Eoghan’s study recommends the use of a screening tool for alcohol misuse at the follow-up visit for patients attending a SATU in Ireland. Where indicated, particularly for those who fall into the categories of ‘potentially hazardous’ (zone 2) and ‘possibly harmful’ alcohol consumption (zone 3), brief interventions such as a short alcohol counselling session delivered by knowledgeable non-experts or referral to specialised alcohol treatment programmes for those in Zone 4, are a very positive step in addressing the possible negative effects of victim alcohol consumption in recovery and decreasing the risk of re-victimization.

Across the three states considered by these presentations, alcohol presents as the most significant drug involved in rape and sexual violence.  While we cannot, and should not, exclude the realities of proactive drug facilitated sexual assault, voluntary alcohol consumption appears to present the greatest risk of sexual violence, followed by voluntary consumption of other drugs. The opportunistic rape of intoxicated and/or incapacitated individuals presents a major area of focus in the attempt to reduce the rate of sexual violence.

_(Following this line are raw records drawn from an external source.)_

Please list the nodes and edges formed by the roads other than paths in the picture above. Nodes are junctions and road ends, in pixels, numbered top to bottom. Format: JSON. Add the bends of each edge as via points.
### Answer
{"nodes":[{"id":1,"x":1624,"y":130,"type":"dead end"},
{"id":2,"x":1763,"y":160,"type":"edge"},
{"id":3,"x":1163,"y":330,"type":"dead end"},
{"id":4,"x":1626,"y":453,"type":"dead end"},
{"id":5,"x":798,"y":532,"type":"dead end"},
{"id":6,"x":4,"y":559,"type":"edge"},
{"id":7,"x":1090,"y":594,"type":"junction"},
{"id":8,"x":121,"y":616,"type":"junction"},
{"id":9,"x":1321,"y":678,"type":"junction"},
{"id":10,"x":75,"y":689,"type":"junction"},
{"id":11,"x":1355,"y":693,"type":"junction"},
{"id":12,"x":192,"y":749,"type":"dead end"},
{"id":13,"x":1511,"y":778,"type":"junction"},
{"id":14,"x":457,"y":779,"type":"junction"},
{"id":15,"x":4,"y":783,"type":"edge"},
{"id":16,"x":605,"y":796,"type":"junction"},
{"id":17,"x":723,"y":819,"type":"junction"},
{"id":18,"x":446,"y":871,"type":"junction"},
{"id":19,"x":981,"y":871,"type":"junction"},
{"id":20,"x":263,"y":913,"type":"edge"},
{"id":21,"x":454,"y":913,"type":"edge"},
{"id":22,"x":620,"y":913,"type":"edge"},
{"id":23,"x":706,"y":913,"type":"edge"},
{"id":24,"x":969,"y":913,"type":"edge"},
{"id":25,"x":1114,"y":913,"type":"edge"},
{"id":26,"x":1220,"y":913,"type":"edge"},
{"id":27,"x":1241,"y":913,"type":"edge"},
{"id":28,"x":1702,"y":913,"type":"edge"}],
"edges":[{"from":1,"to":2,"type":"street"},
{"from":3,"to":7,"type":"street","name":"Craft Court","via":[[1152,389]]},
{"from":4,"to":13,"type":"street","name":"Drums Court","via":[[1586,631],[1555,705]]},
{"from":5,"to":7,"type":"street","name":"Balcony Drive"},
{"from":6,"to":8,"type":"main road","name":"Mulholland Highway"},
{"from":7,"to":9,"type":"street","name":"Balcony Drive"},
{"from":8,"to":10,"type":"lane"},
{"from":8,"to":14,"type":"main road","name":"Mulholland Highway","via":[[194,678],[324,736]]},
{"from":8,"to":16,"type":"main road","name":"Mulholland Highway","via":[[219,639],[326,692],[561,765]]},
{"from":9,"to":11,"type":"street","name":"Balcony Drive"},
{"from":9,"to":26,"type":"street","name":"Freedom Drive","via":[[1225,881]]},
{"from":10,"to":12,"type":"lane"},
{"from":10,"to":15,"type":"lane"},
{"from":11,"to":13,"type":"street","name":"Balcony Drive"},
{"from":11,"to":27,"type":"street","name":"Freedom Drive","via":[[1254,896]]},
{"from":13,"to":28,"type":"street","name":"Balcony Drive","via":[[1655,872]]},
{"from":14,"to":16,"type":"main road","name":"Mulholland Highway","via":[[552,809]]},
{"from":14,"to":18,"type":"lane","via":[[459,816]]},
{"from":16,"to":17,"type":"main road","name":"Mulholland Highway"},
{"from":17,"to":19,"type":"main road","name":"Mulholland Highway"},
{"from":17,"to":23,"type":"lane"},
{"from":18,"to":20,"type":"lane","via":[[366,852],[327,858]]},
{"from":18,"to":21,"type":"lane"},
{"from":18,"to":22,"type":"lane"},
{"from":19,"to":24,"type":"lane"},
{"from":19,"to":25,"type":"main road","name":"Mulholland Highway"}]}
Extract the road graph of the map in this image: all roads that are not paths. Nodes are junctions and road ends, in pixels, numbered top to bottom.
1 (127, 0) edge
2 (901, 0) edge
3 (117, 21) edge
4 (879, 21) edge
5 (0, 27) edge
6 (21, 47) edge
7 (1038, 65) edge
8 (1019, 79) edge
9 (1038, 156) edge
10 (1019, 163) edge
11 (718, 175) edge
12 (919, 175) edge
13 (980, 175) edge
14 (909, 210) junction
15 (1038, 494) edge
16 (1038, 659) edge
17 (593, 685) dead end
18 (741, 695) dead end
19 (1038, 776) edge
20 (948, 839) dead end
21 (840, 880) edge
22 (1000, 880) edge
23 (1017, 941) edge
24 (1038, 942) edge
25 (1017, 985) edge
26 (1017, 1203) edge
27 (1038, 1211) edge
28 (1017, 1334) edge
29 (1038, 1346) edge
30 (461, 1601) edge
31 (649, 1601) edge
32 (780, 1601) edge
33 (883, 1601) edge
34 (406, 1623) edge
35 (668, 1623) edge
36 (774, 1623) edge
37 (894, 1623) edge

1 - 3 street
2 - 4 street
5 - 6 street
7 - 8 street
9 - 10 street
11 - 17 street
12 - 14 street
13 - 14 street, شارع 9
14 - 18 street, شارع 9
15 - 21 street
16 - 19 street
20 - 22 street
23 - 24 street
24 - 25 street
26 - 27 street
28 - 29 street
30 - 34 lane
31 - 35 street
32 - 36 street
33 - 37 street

Overall, the panel drew our attention to the need for further studies into the interaction between drugs and alcohol and sexual violence and the possibilities of minimizing their impact for victims of rape. This requires also a focus on perpetrators and on the conditions, characteristics and attitudes that increase the likelihood of perpetrators targeting those who have voluntarily consumed alcohol or other drugs. Social norms about alcohol, sex and violence, as discussed in briefing 3 of this study, must not be overlooked as a facilitating element in such assaults.